> _EXERCISE OBJECTIVE_
Work out how many lines in the records below include the string "Szép", and reply with that number alone.

(Collected data)
>>>
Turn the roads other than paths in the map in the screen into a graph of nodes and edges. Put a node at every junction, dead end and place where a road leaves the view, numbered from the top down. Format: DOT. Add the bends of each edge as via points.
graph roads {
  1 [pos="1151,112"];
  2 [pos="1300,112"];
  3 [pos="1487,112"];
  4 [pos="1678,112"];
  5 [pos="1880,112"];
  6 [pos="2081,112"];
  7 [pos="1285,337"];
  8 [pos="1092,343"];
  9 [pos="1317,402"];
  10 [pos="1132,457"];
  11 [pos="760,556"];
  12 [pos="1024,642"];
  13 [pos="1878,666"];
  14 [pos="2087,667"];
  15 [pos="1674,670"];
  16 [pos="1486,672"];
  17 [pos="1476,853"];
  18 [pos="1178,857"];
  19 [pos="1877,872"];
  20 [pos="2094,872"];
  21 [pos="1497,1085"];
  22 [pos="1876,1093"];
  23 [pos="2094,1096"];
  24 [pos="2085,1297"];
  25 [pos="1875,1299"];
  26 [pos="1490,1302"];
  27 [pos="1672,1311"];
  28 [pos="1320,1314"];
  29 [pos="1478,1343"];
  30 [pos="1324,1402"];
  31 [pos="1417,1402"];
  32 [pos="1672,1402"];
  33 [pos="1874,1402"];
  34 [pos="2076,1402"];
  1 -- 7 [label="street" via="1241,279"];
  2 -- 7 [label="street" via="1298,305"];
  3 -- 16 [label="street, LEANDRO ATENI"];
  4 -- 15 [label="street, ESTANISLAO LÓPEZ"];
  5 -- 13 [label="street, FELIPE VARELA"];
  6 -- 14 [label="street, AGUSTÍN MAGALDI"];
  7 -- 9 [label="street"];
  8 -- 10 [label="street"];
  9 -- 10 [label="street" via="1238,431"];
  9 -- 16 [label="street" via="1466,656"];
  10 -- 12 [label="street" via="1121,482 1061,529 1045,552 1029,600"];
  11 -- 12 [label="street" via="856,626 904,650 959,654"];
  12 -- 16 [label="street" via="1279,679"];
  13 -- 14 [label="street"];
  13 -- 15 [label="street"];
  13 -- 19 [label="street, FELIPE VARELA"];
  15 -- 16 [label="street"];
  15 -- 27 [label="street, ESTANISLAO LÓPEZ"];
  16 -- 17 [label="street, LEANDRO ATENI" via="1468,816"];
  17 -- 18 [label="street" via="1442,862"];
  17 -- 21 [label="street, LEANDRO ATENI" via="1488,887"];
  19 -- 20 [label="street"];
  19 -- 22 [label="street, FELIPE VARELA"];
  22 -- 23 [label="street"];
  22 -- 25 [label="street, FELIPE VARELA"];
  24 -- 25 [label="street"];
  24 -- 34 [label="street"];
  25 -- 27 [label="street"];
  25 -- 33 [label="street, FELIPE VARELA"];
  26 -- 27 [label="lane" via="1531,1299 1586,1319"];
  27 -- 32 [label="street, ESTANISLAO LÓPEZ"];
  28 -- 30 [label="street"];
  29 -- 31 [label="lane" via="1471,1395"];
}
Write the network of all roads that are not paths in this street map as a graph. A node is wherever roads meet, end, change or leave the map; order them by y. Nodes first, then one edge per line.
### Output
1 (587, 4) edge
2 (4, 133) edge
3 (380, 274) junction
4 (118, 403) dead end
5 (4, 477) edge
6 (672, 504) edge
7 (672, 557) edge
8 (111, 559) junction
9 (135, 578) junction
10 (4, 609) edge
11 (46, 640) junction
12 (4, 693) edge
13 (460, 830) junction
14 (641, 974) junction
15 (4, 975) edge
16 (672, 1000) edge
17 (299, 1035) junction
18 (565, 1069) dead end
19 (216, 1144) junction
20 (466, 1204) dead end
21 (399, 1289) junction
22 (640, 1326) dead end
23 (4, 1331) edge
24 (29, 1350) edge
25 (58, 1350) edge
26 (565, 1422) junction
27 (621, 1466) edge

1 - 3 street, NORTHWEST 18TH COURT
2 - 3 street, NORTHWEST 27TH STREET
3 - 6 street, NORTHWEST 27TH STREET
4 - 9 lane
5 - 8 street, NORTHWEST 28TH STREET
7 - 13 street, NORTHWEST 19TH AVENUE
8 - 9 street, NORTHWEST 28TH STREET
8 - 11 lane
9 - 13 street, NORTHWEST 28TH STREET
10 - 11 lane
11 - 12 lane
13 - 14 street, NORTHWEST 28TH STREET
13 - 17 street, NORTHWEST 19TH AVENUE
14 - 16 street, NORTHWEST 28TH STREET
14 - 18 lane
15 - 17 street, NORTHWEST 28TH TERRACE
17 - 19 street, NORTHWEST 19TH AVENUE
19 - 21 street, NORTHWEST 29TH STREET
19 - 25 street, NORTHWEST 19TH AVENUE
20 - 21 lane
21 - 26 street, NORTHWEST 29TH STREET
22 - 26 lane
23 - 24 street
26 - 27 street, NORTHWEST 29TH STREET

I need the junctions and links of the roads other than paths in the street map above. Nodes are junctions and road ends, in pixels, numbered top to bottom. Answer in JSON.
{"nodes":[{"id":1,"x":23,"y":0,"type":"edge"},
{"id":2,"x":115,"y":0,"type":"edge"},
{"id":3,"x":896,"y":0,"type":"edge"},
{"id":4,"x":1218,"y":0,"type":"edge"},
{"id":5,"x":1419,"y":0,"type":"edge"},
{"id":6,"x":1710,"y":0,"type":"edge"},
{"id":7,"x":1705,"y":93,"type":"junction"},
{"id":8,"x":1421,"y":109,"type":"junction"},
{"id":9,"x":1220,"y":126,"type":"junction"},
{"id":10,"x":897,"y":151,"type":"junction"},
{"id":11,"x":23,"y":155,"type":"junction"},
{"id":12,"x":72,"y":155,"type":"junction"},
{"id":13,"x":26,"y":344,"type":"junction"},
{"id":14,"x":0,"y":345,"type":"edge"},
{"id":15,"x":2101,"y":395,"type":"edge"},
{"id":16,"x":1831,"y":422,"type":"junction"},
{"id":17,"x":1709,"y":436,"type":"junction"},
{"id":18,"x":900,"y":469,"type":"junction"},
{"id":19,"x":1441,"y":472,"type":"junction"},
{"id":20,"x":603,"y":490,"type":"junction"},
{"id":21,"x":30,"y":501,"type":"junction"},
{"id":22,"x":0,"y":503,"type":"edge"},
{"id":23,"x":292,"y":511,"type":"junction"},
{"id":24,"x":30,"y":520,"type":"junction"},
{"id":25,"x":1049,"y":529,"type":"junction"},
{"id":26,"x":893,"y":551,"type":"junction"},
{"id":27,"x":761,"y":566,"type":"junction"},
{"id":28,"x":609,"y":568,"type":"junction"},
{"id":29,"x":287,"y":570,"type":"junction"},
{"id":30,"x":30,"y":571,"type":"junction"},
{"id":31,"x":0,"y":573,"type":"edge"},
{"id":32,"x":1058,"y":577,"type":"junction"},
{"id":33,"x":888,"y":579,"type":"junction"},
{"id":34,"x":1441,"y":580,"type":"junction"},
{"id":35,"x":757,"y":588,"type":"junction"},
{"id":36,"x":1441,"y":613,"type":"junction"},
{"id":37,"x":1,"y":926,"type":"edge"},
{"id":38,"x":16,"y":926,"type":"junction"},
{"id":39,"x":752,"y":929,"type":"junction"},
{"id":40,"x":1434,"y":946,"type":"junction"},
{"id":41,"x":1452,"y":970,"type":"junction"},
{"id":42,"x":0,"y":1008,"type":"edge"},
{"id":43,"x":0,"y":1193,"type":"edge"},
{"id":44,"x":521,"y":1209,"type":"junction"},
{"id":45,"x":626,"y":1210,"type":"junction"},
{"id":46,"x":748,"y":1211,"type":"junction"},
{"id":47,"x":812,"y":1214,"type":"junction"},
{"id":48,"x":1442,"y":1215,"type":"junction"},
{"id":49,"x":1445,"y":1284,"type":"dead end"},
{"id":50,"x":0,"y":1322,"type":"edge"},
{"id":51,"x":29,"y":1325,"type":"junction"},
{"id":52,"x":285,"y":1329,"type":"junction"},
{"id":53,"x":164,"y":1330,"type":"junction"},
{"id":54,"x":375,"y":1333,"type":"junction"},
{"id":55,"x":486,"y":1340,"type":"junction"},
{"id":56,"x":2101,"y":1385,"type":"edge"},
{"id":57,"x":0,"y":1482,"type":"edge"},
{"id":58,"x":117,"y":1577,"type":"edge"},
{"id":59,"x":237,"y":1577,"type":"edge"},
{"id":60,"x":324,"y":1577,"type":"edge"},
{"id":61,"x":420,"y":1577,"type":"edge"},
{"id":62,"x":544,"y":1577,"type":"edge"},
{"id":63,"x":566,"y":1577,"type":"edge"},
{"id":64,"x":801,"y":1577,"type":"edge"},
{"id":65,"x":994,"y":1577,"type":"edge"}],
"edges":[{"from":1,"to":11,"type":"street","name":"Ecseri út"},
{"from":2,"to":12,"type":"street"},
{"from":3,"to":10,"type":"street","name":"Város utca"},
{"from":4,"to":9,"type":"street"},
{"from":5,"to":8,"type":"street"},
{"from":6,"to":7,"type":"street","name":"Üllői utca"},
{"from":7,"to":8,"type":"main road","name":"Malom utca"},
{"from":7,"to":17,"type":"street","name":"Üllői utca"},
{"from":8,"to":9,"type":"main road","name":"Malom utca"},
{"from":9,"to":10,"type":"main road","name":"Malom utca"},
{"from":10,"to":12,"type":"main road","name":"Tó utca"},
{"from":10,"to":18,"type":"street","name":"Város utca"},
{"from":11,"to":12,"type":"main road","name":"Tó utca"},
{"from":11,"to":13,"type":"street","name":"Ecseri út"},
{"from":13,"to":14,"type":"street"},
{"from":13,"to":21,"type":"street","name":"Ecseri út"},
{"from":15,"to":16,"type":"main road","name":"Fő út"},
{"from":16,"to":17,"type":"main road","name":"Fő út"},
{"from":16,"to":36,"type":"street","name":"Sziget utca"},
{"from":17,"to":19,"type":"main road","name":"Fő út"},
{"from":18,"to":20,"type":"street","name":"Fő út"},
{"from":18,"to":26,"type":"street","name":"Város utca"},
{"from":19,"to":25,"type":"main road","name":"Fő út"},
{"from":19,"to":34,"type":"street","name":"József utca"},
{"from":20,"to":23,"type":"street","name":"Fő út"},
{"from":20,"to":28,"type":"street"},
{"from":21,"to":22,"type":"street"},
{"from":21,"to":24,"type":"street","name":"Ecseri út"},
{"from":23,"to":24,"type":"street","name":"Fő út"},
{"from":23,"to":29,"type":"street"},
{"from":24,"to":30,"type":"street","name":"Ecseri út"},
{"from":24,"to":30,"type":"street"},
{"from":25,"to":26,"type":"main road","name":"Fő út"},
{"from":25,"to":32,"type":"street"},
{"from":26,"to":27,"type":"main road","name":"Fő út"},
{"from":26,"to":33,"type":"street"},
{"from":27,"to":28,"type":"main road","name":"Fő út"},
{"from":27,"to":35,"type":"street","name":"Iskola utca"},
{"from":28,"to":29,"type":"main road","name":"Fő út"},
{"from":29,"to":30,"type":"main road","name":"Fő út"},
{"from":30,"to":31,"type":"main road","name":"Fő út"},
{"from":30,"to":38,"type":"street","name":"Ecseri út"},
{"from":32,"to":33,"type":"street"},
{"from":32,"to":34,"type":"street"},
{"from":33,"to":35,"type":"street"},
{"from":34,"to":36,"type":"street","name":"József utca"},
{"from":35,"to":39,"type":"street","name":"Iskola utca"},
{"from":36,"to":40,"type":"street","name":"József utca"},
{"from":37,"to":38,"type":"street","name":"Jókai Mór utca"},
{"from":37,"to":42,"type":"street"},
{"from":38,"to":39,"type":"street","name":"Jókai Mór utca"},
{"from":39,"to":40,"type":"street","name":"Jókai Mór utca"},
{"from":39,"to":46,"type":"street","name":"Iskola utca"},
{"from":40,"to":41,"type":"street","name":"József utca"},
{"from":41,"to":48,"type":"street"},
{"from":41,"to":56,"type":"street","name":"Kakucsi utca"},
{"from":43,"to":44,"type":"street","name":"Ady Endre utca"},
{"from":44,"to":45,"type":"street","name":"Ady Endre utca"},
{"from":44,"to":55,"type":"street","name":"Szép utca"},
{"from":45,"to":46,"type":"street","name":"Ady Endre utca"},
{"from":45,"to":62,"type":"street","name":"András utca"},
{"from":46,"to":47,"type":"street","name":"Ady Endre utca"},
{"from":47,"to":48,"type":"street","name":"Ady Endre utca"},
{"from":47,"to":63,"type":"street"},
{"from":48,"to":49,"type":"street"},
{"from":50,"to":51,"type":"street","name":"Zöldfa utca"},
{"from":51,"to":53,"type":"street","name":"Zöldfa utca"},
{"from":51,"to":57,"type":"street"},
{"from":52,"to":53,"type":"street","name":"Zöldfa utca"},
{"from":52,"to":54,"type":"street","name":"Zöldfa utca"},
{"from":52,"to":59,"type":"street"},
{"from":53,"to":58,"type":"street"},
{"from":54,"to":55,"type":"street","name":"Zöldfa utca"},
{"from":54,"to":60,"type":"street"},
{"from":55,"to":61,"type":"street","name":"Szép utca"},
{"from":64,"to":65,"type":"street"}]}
<<<
> _TASK RESULT_
2